**The task:** The expected response is the full set of records, unchanged.

**Input for this task:**
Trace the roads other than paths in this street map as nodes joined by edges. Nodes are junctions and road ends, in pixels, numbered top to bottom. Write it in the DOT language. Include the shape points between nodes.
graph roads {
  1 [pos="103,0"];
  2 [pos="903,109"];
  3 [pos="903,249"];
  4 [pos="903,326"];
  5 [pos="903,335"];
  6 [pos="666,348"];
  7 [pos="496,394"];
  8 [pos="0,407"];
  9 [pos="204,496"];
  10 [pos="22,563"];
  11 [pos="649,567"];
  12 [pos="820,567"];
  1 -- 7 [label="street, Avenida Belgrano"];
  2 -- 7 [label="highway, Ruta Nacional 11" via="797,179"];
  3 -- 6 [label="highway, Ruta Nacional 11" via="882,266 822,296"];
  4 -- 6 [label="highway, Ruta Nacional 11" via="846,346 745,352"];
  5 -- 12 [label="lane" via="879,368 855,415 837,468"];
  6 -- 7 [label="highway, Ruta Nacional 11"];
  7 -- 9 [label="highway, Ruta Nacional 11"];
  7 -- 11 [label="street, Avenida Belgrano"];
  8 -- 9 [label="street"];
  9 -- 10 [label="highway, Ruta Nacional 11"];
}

**Output for this task:**
Trace the roads other than paths in this street map as nodes joined by edges. Nodes are junctions and road ends, in pixels, numbered top to bottom. Write it in the DOT language. Include the shape points between nodes.
graph roads {
  1 [pos="103,0"];
  2 [pos="903,109"];
  3 [pos="903,249"];
  4 [pos="903,326"];
  5 [pos="903,335"];
  6 [pos="666,348"];
  7 [pos="496,394"];
  8 [pos="0,407"];
  9 [pos="204,496"];
  10 [pos="22,563"];
  11 [pos="649,567"];
  12 [pos="820,567"];
  1 -- 7 [label="street, Avenida Belgrano"];
  2 -- 7 [label="highway, Ruta Nacional 11" via="797,179"];
  3 -- 6 [label="highway, Ruta Nacional 11" via="882,266 822,296"];
  4 -- 6 [label="highway, Ruta Nacional 11" via="846,346 745,352"];
  5 -- 12 [label="lane" via="879,368 855,415 837,468"];
  6 -- 7 [label="highway, Ruta Nacional 11"];
  7 -- 9 [label="highway, Ruta Nacional 11"];
  7 -- 11 [label="street, Avenida Belgrano"];
  8 -- 9 [label="street"];
  9 -- 10 [label="highway, Ruta Nacional 11"];
}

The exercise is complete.